### EXERCISE GOAL:
Everything in the records should be repeated exactly, down to the last character.

### RECORDS SUPPLIED:
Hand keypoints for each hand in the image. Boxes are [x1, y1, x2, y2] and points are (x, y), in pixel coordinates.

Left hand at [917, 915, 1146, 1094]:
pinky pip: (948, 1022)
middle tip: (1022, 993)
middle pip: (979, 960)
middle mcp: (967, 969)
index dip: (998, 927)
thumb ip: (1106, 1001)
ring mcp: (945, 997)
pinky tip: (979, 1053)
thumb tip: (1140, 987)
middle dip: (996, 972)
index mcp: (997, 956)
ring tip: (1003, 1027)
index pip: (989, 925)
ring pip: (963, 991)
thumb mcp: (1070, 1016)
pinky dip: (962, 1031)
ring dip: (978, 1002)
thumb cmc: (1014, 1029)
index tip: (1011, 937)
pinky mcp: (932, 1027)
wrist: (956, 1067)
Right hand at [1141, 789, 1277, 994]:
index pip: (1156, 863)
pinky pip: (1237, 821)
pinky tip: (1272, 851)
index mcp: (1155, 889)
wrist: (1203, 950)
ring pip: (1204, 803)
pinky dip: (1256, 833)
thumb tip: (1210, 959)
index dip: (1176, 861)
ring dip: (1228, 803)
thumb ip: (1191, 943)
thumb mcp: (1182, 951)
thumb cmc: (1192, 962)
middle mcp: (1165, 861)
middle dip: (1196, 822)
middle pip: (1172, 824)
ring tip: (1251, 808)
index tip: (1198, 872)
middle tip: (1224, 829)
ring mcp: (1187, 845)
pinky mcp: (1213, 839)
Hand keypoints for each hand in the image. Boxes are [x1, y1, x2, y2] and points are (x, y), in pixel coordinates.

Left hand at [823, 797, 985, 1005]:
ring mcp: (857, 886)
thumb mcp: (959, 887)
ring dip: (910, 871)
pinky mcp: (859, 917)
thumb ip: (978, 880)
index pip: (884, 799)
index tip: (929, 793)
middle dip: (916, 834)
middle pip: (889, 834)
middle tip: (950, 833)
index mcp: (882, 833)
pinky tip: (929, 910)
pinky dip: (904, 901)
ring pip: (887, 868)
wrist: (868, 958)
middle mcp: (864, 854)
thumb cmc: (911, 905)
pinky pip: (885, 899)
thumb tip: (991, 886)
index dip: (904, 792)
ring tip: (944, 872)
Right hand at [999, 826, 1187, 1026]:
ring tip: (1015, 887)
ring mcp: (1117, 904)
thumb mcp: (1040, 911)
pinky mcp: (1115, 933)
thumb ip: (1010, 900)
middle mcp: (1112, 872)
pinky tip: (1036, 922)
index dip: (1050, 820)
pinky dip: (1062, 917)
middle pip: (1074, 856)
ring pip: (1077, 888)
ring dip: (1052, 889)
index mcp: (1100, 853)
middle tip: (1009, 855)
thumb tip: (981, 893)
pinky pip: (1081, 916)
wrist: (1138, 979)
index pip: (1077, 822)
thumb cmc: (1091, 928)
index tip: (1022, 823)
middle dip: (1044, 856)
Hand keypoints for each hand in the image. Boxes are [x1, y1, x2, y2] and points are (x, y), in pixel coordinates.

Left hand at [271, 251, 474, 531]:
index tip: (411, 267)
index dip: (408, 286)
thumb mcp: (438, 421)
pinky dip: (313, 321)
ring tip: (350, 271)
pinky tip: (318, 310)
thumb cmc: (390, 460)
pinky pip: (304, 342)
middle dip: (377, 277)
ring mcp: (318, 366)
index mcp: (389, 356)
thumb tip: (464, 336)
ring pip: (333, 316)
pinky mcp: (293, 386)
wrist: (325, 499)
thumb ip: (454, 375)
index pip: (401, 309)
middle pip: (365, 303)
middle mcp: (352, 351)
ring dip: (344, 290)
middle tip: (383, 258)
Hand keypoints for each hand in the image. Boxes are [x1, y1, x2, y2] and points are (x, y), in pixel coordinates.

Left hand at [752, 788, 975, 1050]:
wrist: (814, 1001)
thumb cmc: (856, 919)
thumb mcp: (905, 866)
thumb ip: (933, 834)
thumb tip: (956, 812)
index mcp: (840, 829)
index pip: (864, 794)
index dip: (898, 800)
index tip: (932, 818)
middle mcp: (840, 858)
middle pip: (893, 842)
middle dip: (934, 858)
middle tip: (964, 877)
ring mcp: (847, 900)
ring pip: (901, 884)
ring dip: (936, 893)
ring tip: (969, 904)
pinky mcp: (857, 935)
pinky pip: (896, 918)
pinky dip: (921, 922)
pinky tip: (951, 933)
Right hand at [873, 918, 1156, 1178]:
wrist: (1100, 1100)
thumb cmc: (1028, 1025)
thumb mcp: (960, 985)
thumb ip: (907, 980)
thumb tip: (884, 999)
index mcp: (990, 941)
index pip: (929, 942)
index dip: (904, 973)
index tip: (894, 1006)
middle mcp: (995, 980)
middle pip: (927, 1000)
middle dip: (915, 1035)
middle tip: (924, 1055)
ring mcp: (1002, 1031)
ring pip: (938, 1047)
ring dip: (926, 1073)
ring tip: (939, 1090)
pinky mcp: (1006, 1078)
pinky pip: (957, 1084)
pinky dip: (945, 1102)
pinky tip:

### RESPONSE FOR THIS EXERCISE:
Hand keypoints for each hand in the image. Boxes are [x1, y1, x2, y2] and points are (x, y), in pixel coordinates.

Left hand at [917, 915, 1146, 1094]:
pinky pip: (948, 1022)
middle tip: (1022, 993)
middle pip: (979, 960)
middle mcp: (967, 969)
index dip: (998, 927)
thumb ip: (1106, 1001)
ring mcp: (945, 997)
pinky tip: (979, 1053)
thumb tip: (1140, 987)
middle dip: (996, 972)
index mcp: (997, 956)
ring tip: (1003, 1027)
index pip: (989, 925)
ring pip: (963, 991)
thumb mcp: (1070, 1016)
pinky dip: (962, 1031)
ring dip: (978, 1002)
thumb cmc: (1014, 1029)
index tip: (1011, 937)
pinky mcp: (932, 1027)
wrist: (956, 1067)
Right hand at [1141, 789, 1277, 994]:
index pip: (1156, 863)
pinky pip: (1237, 821)
pinky tip: (1272, 851)
index mcp: (1155, 889)
wrist: (1203, 950)
ring pip: (1204, 803)
pinky dip: (1256, 833)
thumb tip: (1210, 959)
index dip: (1176, 861)
ring dip: (1228, 803)
thumb ip: (1191, 943)
thumb mcp: (1182, 951)
thumb cmc: (1192, 962)
middle mcp: (1165, 861)
middle dip: (1196, 822)
middle pip: (1172, 824)
ring tip: (1251, 808)
index tip: (1198, 872)
middle tip: (1224, 829)
ring mcp: (1187, 845)
pinky mcp: (1213, 839)
Hand keypoints for each hand in the image. Boxes are [x1, y1, x2, y2] and points are (x, y), in pixel coordinates.

Left hand at [823, 797, 985, 1005]:
ring mcp: (857, 886)
thumb mcp: (959, 887)
ring dip: (910, 871)
pinky mcp: (859, 917)
thumb ip: (978, 880)
index pip: (884, 799)
index tip: (929, 793)
middle dip: (916, 834)
middle pip: (889, 834)
middle tip: (950, 833)
index mcp: (882, 833)
pinky tip: (929, 910)
pinky dip: (904, 901)
ring pip: (887, 868)
wrist: (868, 958)
middle mcp: (864, 854)
thumb cmc: (911, 905)
pinky pip: (885, 899)
thumb tip: (991, 886)
index dip: (904, 792)
ring tip: (944, 872)
Right hand at [999, 826, 1187, 1026]:
ring tip: (1015, 887)
ring mcp: (1117, 904)
thumb mcp: (1040, 911)
pinky mcp: (1115, 933)
thumb ip: (1010, 900)
middle mcp: (1112, 872)
pinky tip: (1036, 922)
index dip: (1050, 820)
pinky dip: (1062, 917)
middle pip: (1074, 856)
ring pip: (1077, 888)
ring dip: (1052, 889)
index mcp: (1100, 853)
middle tip: (1009, 855)
thumb tip: (981, 893)
pinky pip: (1081, 916)
wrist: (1138, 979)
index pip: (1077, 822)
thumb cmc: (1091, 928)
index tip: (1022, 823)
middle dip: (1044, 856)
Hand keypoints for each hand in the image. Boxes are [x1, y1, x2, y2] and points are (x, y), in pixel coordinates.

Left hand at [271, 251, 474, 531]:
index tip: (411, 267)
index dip: (408, 286)
thumb mcp: (438, 421)
pinky dip: (313, 321)
ring tip: (350, 271)
pinky tip: (318, 310)
thumb cmc: (390, 460)
pinky pip: (304, 342)
middle dip: (377, 277)
ring mcp: (318, 366)
index mcp: (389, 356)
thumb tip: (464, 336)
ring pip: (333, 316)
pinky mcp: (293, 386)
wrist: (325, 499)
thumb ip: (454, 375)
index pip: (401, 309)
middle pip: (365, 303)
middle mcp: (352, 351)
ring dip: (344, 290)
middle tip: (383, 258)
Hand keypoints for each hand in the image. Boxes are [x1, y1, x2, y2] and points are (x, y), in pixel coordinates.

Left hand at [752, 788, 975, 1050]:
wrist: (814, 1001)
thumb cmc: (856, 919)
thumb mcp: (905, 866)
thumb ip: (933, 834)
thumb tip: (956, 812)
index mcp: (840, 829)
index pip: (864, 794)
index dip: (898, 800)
index tip: (932, 818)
middle mcp: (840, 858)
middle pip: (893, 842)
middle dip: (934, 858)
middle tip: (964, 877)
ring mcp: (847, 900)
ring pip: (901, 884)
ring dip: (936, 893)
ring tip: (969, 904)
pinky mcp: (857, 935)
pinky pip: (896, 918)
pinky dip: (921, 922)
pinky tip: (951, 933)
Right hand at [873, 918, 1156, 1178]:
wrist: (1100, 1100)
thumb cmc: (1028, 1025)
thumb mcp: (960, 985)
thumb ip: (907, 980)
thumb tip: (884, 999)
index mcp: (990, 941)
index pip: (929, 942)
index dip: (904, 973)
index tip: (894, 1006)
middle mcp: (995, 980)
middle pip: (927, 1000)
middle dip: (915, 1035)
middle tip: (924, 1055)
ring mcp: (1002, 1031)
ring pip: (938, 1047)
ring dip: (926, 1073)
ring tip: (939, 1090)
pinky mcp: (1006, 1078)
pinky pip: (957, 1084)
pinky dip: (945, 1102)
pinky tip:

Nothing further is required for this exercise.